Word for word, copy the line containing "thumb cmc: (1222, 1131)" and each line after it in the records below, ending with the last line.

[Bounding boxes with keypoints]
◆ ◆ ◆ ◆ ◆

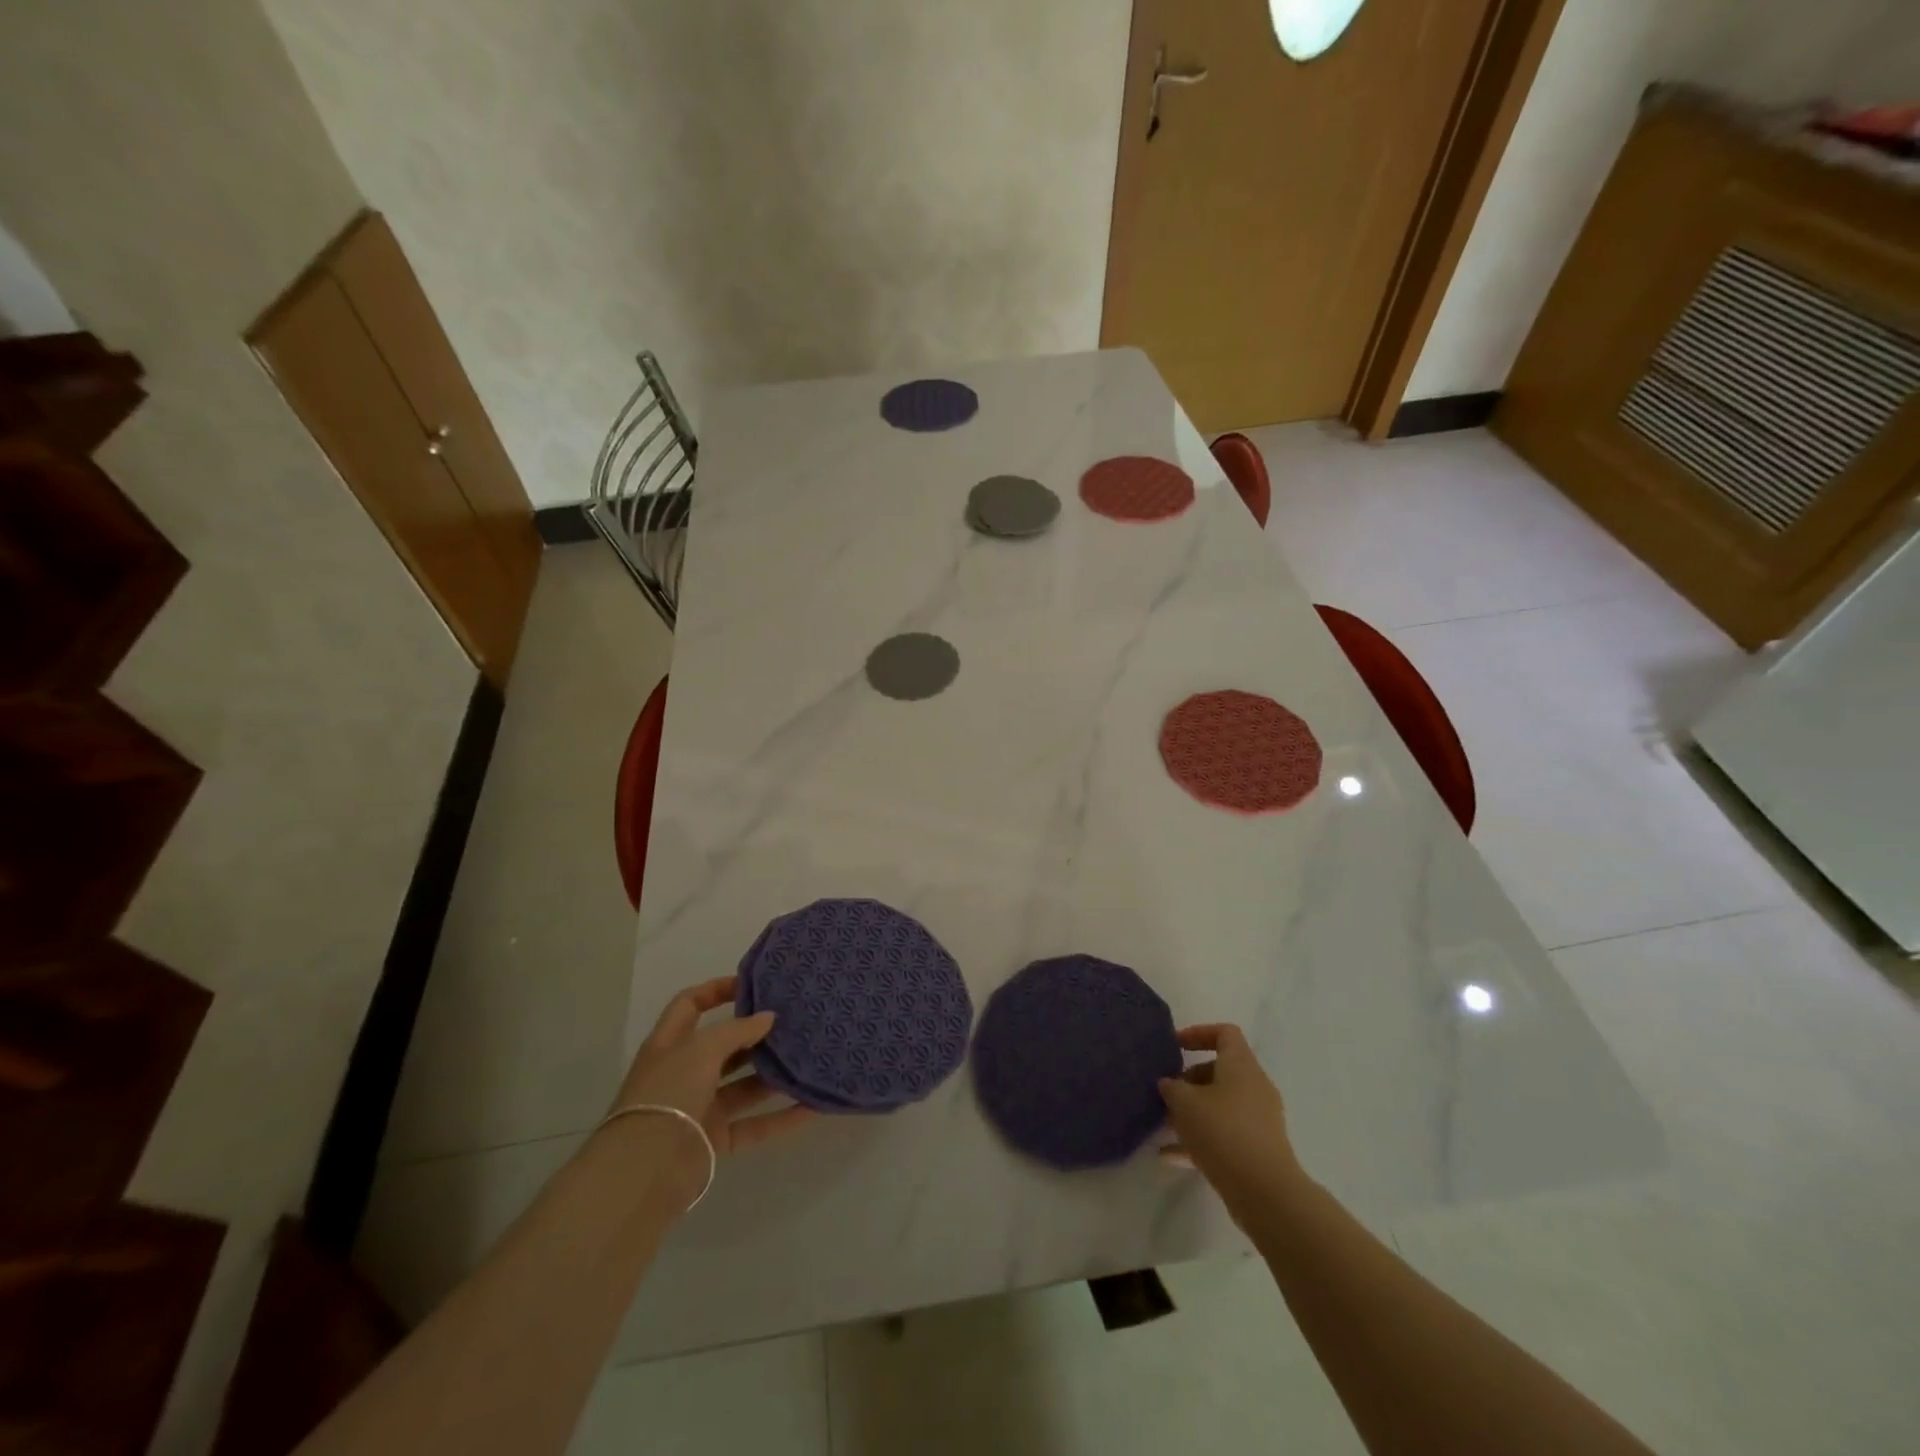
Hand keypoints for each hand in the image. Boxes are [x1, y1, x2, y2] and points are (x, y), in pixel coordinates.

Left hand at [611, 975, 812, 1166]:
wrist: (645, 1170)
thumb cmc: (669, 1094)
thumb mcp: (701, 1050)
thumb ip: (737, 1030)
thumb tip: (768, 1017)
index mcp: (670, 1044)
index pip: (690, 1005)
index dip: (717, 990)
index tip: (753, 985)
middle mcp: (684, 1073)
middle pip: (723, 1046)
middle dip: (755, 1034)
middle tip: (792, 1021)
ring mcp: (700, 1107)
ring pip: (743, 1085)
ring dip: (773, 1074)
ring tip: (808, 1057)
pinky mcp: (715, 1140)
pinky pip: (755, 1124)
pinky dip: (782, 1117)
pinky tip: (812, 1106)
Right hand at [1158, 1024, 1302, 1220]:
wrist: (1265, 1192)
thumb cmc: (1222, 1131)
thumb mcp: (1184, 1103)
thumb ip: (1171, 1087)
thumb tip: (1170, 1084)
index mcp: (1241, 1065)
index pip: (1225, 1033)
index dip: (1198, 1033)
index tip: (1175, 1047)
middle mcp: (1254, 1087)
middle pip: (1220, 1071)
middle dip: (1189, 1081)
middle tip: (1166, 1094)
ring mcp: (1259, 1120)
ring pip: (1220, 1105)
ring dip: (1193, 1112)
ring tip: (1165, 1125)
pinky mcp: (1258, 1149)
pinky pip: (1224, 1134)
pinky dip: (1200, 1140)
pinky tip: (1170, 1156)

◆ ◆ ◆ ◆ ◆

▶ _Exercise answer_
thumb cmc: (1222, 1131)
thumb mcp: (1184, 1103)
thumb ip: (1171, 1087)
thumb tip: (1170, 1084)
index mcp: (1241, 1065)
index pip: (1225, 1033)
index dip: (1198, 1033)
index tip: (1175, 1047)
middle mcp: (1254, 1087)
middle pip: (1220, 1071)
middle dip: (1189, 1081)
middle tip: (1166, 1094)
ring mcp: (1259, 1120)
ring pip: (1220, 1105)
ring dip: (1193, 1112)
ring tip: (1165, 1125)
pinky mcp: (1258, 1149)
pinky pip: (1224, 1134)
pinky dip: (1200, 1140)
pinky tip: (1170, 1156)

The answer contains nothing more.